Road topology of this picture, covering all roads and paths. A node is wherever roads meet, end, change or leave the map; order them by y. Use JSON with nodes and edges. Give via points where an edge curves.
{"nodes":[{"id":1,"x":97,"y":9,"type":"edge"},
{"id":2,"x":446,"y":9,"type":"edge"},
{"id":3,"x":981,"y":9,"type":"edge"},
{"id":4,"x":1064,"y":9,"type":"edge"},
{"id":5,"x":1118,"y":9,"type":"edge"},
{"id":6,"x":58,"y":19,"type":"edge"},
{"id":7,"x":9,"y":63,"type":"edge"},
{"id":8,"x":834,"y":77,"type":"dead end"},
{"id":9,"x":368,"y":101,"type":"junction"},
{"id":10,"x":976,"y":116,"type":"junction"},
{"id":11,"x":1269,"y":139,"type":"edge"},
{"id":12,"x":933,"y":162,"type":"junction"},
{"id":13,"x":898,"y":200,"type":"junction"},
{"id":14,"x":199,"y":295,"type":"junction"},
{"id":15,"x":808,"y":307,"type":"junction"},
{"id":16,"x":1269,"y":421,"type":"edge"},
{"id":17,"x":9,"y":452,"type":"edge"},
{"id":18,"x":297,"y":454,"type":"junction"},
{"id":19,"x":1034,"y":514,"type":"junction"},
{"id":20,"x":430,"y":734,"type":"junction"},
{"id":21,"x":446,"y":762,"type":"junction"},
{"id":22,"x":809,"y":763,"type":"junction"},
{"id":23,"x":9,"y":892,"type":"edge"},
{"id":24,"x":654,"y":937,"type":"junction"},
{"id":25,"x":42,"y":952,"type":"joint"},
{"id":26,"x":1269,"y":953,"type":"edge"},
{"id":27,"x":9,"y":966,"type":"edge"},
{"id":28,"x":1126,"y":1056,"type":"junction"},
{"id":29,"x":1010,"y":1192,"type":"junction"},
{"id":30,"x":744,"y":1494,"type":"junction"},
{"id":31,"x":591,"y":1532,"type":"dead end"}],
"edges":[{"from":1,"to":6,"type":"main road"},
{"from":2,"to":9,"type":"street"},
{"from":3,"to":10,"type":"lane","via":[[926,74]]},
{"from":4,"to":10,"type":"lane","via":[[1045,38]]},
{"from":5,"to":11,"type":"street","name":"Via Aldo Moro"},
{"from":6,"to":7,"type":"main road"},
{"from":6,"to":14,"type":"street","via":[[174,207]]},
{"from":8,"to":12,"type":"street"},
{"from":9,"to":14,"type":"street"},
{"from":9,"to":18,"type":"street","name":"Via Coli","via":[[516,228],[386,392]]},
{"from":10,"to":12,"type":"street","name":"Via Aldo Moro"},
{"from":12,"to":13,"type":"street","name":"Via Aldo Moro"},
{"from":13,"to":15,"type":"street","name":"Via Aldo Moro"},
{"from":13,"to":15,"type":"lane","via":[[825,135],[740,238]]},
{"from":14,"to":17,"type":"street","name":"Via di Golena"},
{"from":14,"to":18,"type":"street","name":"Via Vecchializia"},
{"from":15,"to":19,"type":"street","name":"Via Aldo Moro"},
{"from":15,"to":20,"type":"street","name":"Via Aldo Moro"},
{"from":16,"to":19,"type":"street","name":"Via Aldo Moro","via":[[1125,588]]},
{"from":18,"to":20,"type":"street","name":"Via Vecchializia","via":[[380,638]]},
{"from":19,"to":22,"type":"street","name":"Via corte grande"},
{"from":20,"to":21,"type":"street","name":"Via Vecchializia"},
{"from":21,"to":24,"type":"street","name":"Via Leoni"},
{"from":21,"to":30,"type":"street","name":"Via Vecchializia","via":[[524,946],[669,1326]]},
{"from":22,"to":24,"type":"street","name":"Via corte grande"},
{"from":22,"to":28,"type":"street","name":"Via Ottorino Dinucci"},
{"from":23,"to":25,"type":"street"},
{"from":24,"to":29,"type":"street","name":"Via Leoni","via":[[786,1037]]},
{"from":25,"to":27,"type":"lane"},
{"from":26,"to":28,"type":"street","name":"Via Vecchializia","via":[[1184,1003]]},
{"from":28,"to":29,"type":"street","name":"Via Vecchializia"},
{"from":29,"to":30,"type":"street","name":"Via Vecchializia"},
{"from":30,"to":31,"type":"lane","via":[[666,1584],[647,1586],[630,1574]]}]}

--

#### [Task]
Every line in the data that holds "main" should be copied out.

#### [Exercise response]
"edges":[{"from":1,"to":6,"type":"main road"},
{"from":6,"to":7,"type":"main road"},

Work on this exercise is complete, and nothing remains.